Last Sunday, my friend Darcy and I met at Vintage Faire, a coffee shop tucked away in our local mall and a halfway point between our homes. We each picked out a teabag, carefully filled our mugs with scalding water from the spigot, and found a table for two. In Juneau, we forego the darling little teapot filled with hot water and the precious cups and saucers if we go to Vintage Faire, but the conversation is just as deep and wide as a tea date in the grand old Empress Hotel in Victoria, British Columbia.
Before we jumped into talking about our Christmas celebrations with family and the drama at her workplace, we exchanged gifts. Unwrapping a present on a cold rainy January day is fun. Darcy unwrapped my gift to her, and was very happy to find an 18-month calendar featuring pictures of Ireland. Then she laughed and said, “I almost bought this one!” (The dearth of places to shop can be a distinct drawback in a small city like Juneau.) Darcy has driven around Ireland three times, visiting family members, and she immediately recognized some of the scenes.

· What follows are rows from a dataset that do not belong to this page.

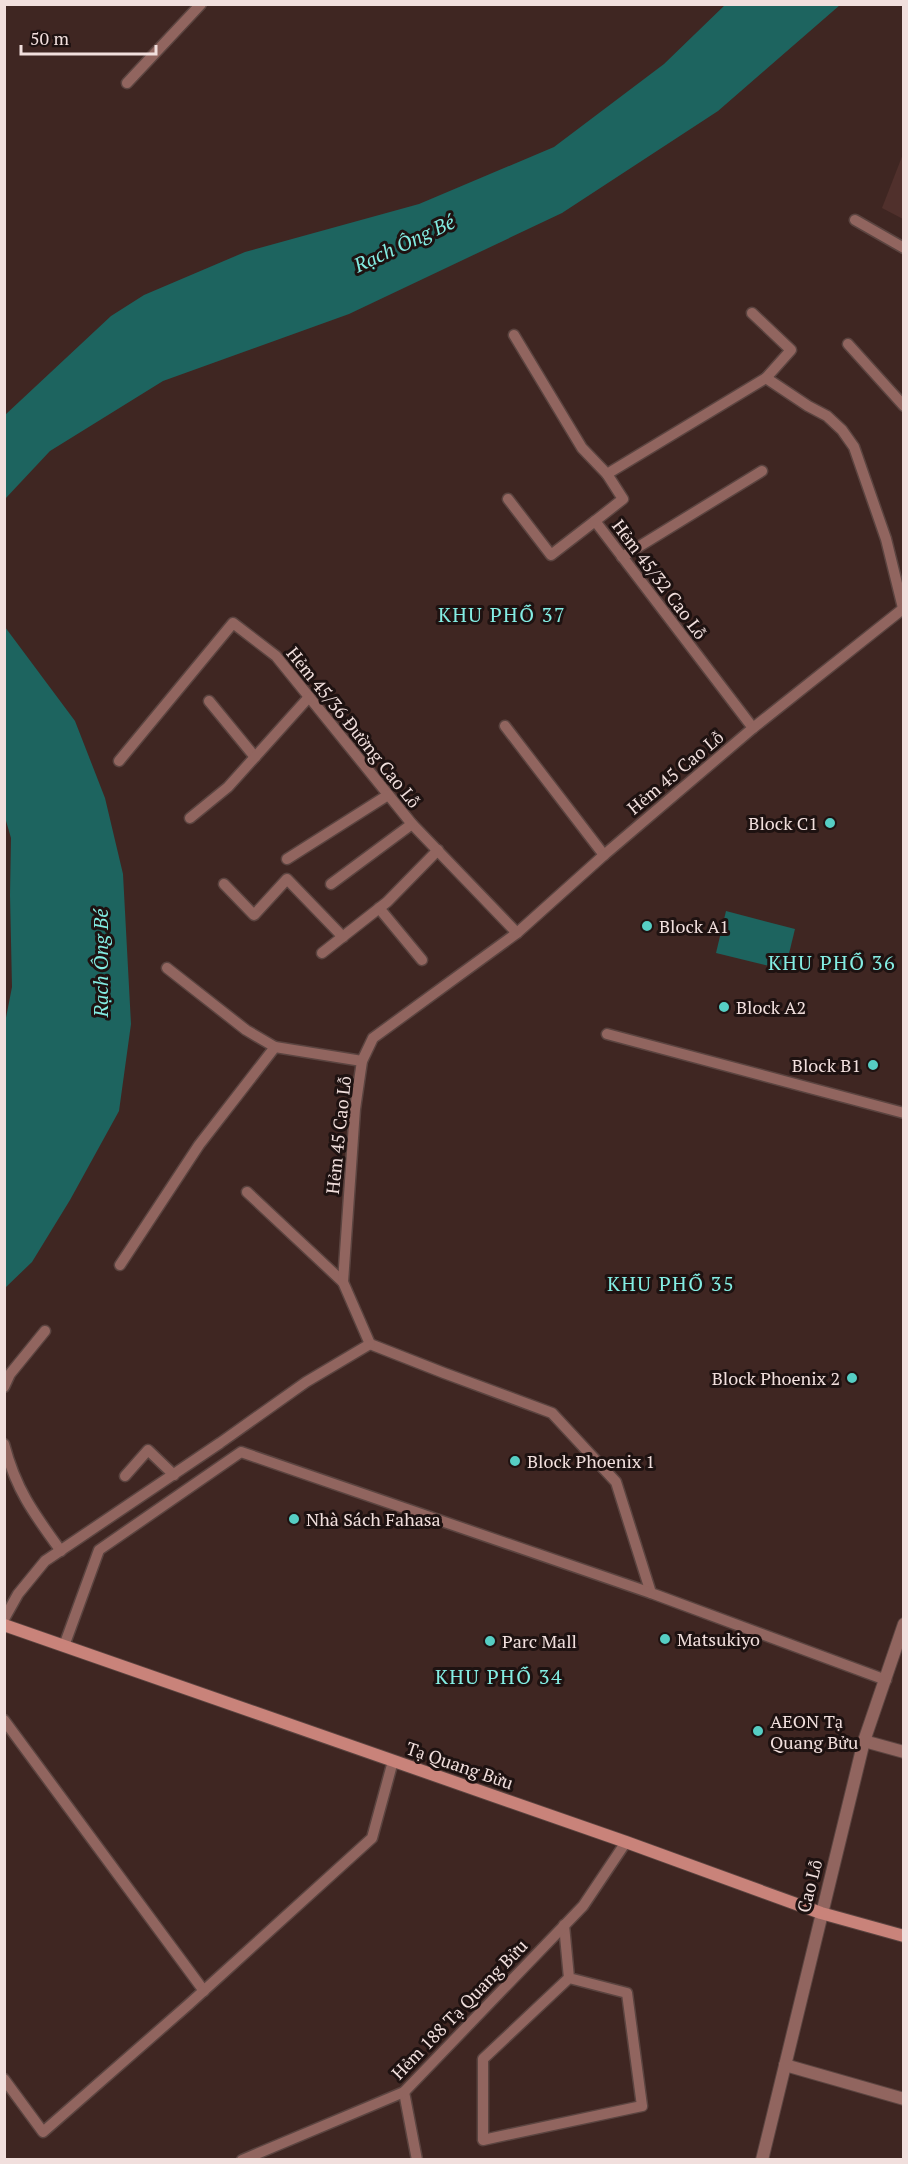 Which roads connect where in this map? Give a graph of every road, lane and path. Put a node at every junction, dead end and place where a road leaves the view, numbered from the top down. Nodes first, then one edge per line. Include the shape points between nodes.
1 (201, 4) edge
2 (127, 83) dead end
3 (855, 220) dead end
4 (903, 248) edge
5 (752, 313) dead end
6 (514, 335) dead end
7 (848, 344) dead end
8 (766, 378) junction
9 (903, 406) edge
10 (762, 471) dead end
11 (608, 474) junction
12 (508, 499) dead end
13 (595, 521) junction
14 (622, 556) junction
15 (903, 608) edge
16 (309, 697) junction
17 (209, 701) dead end
18 (505, 726) dead end
19 (753, 728) junction
20 (255, 758) junction
21 (120, 761) dead end
22 (388, 795) junction
23 (190, 818) dead end
24 (412, 824) junction
25 (438, 850) junction
26 (604, 855) junction
27 (287, 859) dead end
28 (224, 884) dead end
29 (331, 884) dead end
30 (379, 908) junction
31 (518, 933) junction
32 (343, 937) junction
33 (322, 953) dead end
34 (422, 960) dead end
35 (167, 968) dead end
36 (607, 1034) dead end
37 (275, 1047) junction
38 (362, 1061) junction
39 (903, 1113) edge
40 (247, 1192) dead end
41 (120, 1265) dead end
42 (343, 1282) junction
43 (45, 1331) dead end
44 (370, 1344) junction
45 (4, 1387) edge
46 (4, 1444) edge
47 (174, 1474) junction
48 (125, 1476) dead end
49 (61, 1551) junction
50 (651, 1593) junction
51 (4, 1619) edge
52 (903, 1624) edge
53 (4, 1625) edge
54 (64, 1646) junction
55 (886, 1680) junction
56 (4, 1720) edge
57 (864, 1741) junction
58 (903, 1752) edge
59 (393, 1761) junction
60 (626, 1842) junction
61 (821, 1913) junction
62 (564, 1925) junction
63 (903, 1936) edge
64 (569, 1978) junction
65 (204, 1990) junction
66 (785, 2066) junction
67 (4, 2079) edge
68 (404, 2092) junction
69 (903, 2099) edge
70 (242, 2160) edge
71 (417, 2160) edge
72 (762, 2160) edge

1 - 2 lane
3 - 4 lane
5 - 8 lane via 791,350
6 - 11 lane via 582,448
7 - 9 lane
8 - 11 lane
8 - 15 lane via 827,416 854,447 886,538
10 - 14 lane
11 - 13 lane via 622,499
12 - 13 lane, Hẻm 45/32 Cao Lỗ via 551,555
13 - 14 lane, Hẻm 45/32 Cao Lỗ
14 - 19 lane, Hẻm 45/32 Cao Lỗ
15 - 19 lane, Hẻm 45 Cao Lỗ
16 - 20 lane
16 - 21 lane, Hẻm 45/36 Đường Cao Lỗ via 276,656 232,623
16 - 22 lane, Hẻm 45/36 Đường Cao Lỗ
17 - 20 lane
18 - 26 lane
19 - 26 lane, Hẻm 45 Cao Lỗ
20 - 23 lane via 228,788
22 - 24 lane, Hẻm 45/36 Đường Cao Lỗ
22 - 27 lane
24 - 25 lane, Hẻm 45/36 Đường Cao Lỗ
24 - 29 lane
25 - 30 lane
25 - 31 lane, Hẻm 45/36 Đường Cao Lỗ
26 - 31 lane, Hẻm 45 Cao Lỗ
28 - 32 lane via 254,915 287,879
30 - 32 lane
30 - 34 lane
31 - 38 lane, Hẻm 45 Cao Lỗ via 373,1038
32 - 33 lane
35 - 37 lane via 246,1030
36 - 39 lane
37 - 38 lane
37 - 41 lane via 199,1145
38 - 42 lane, Hẻm 45 Cao Lỗ via 351,1152
40 - 42 lane
42 - 44 lane, Hẻm 45 Cao Lỗ
43 - 45 lane
44 - 47 lane via 306,1382
44 - 50 lane via 552,1413 616,1482
46 - 49 lane via 9,1465 30,1509
47 - 48 lane via 148,1450
47 - 49 lane
49 - 51 lane via 45,1562 18,1594
50 - 54 lane via 241,1452 99,1550
50 - 55 lane
52 - 55 street, Cao Lỗ
53 - 54 main road, Tạ Quang Bửu
54 - 59 main road, Tạ Quang Bửu
55 - 57 street, Cao Lỗ
56 - 65 lane
57 - 58 street
57 - 61 street, Cao Lỗ
59 - 60 main road, Tạ Quang Bửu
59 - 65 lane via 372,1838
60 - 61 main road, Tạ Quang Bửu
60 - 62 lane, Hẻm 188 Tạ Quang Bửu via 583,1906
61 - 63 main road, Tạ Quang Bửu
61 - 66 street, Cao Lỗ
62 - 64 lane
62 - 68 lane, Hẻm 188 Tạ Quang Bửu
64 - 64 lane via 483,2059 483,2140 642,2106 627,1993
65 - 67 lane via 43,2132
66 - 69 street
66 - 72 street, Cao Lỗ
68 - 70 lane, Hẻm 188 Tạ Quang Bửu
68 - 71 lane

After I refilled my mug with hot water, she handed me a small perfectly square flat package. Inside was an exquisite miniature print of Oriental Poppies embossed on a square of ivory paper. I removed the clear protective cover, and by gently moving my fingertip over the surface I could feel the indentation of the press. I turned it over and read the artist’s Certificate of Authenticity:
Title: Oriental Poppies, Media: Resintaglio print on Stonehenge paper, Edition: 200, this print No. 53 of 200, Artist: Michelle Morrell, Printed at: Juneau, Alaska, 2006, Comments: Oriental poppies bloom in early summer in Southeast Alaska and are a garden favorite.
Darcy remembered that I love poppies. I’m not sure if my visit to Stonehenge a few years ago was also a factor, but the idea of a paper tied in any way to Stonehenge is lovely.
Our conversation shifted to state politics and the impact our new Governor will have on women’s issues. Then it drifted into our children and grandchildren, our pets, her challenges at work, and almost two hours had passed before we put our mugs in the plastic bin full of sudsy water, tossed our napkins in the recycling can, and bundled up to go outside.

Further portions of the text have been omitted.